» WHAT YOU SHOULD DO
How many lines in the records below contain the word "leaves"? Answer with the number and nothing else.

» RECORDS SHOWN
---
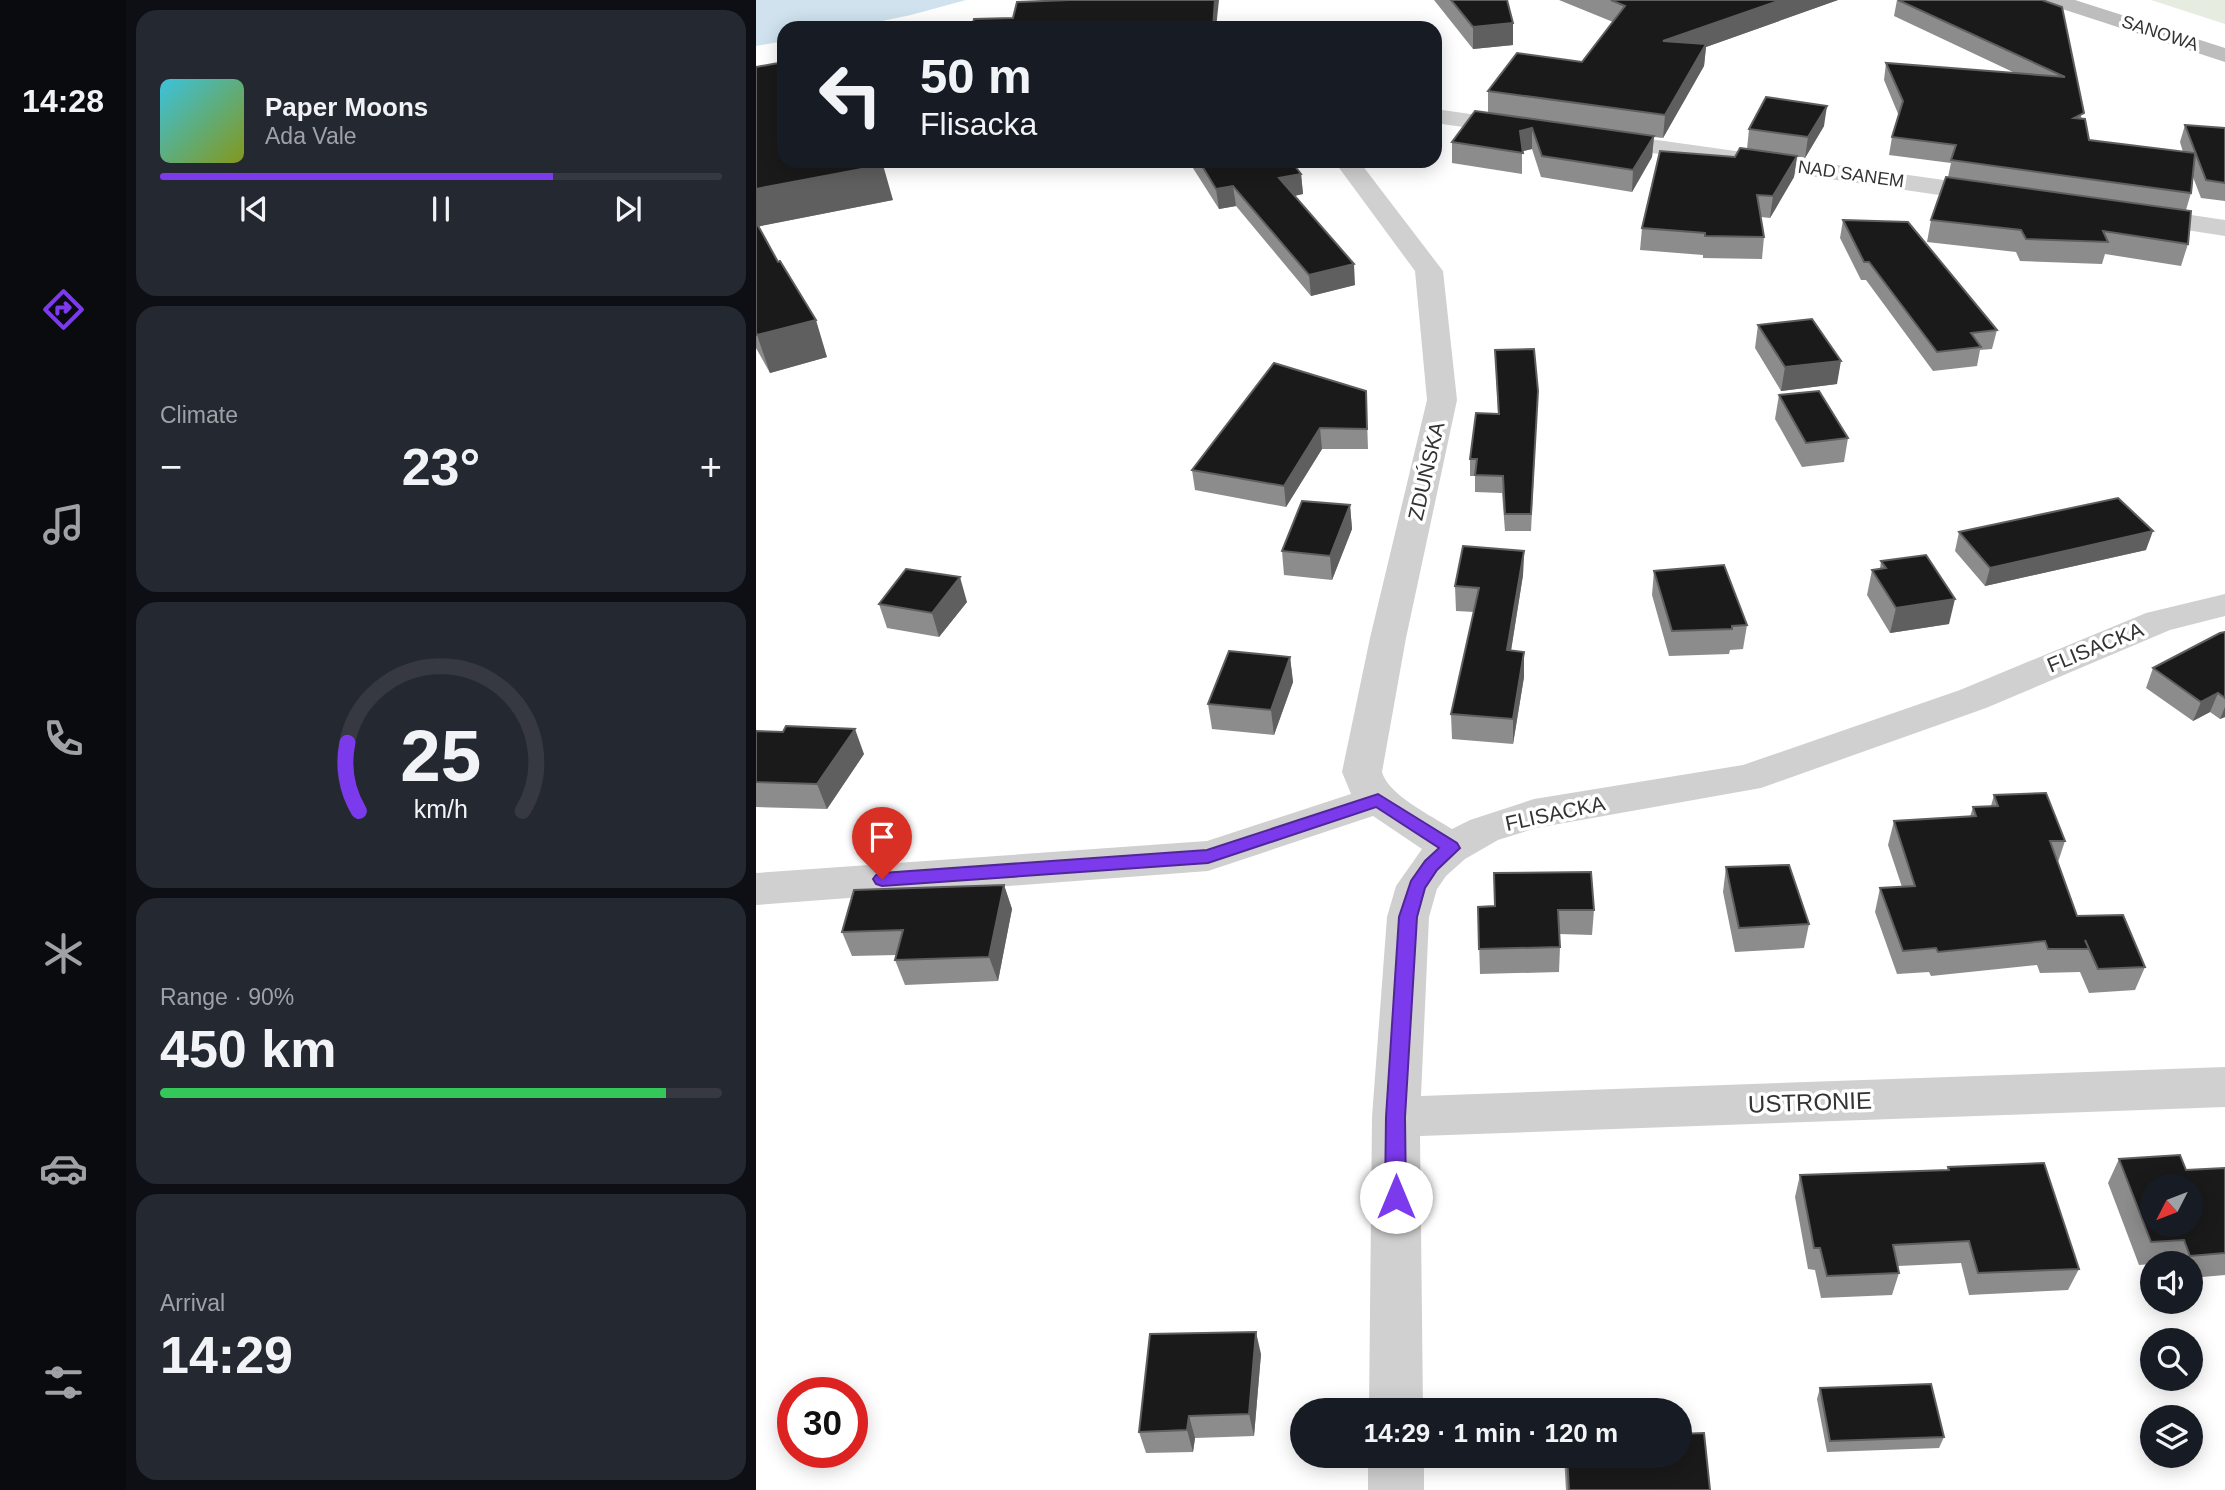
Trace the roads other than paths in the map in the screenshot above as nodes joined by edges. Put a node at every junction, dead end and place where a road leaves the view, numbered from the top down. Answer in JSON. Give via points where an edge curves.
---
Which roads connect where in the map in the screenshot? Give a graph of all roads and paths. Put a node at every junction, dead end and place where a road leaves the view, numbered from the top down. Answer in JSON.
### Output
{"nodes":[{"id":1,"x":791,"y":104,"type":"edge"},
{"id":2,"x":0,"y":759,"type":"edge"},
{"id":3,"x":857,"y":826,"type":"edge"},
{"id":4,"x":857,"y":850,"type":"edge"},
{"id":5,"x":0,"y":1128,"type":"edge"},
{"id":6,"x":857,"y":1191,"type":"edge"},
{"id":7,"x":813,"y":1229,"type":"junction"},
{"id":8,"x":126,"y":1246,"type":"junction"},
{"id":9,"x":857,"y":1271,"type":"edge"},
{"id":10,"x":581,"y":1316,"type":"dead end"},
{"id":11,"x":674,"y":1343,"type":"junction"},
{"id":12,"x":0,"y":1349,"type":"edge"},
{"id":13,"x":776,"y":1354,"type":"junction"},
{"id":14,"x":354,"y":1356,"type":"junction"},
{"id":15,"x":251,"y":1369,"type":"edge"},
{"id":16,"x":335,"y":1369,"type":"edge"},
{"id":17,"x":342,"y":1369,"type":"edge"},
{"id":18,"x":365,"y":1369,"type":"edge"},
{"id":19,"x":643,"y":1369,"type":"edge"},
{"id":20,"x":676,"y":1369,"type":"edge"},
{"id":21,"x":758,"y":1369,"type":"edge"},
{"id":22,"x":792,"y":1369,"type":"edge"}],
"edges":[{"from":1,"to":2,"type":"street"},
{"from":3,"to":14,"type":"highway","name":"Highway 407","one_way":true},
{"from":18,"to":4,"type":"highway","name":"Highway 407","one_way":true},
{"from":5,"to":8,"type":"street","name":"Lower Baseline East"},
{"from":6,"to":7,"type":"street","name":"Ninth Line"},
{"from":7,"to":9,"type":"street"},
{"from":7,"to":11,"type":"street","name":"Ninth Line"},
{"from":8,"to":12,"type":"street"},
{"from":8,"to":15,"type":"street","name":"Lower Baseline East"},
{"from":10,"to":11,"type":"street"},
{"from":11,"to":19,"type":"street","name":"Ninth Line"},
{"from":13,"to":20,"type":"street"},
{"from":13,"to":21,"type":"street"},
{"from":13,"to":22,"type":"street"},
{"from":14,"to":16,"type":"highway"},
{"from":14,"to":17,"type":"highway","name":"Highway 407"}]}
---
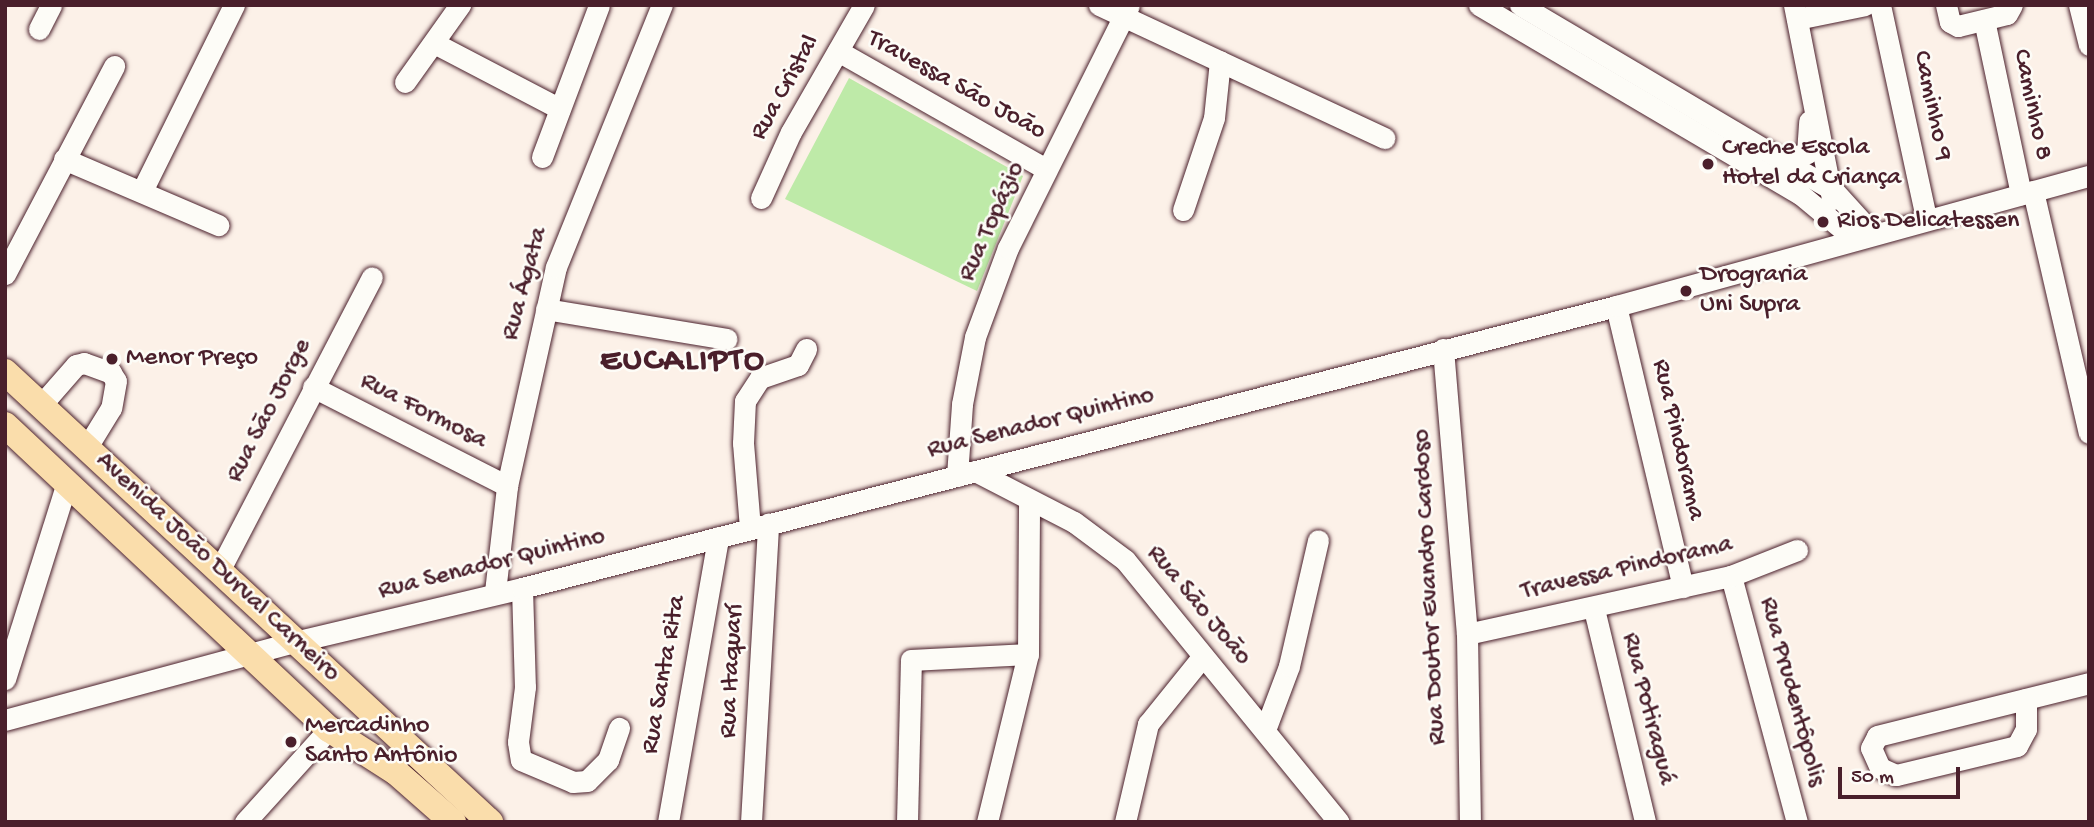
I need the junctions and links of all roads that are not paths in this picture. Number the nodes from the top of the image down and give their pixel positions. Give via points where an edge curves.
---
» EXERCISE RESULT
2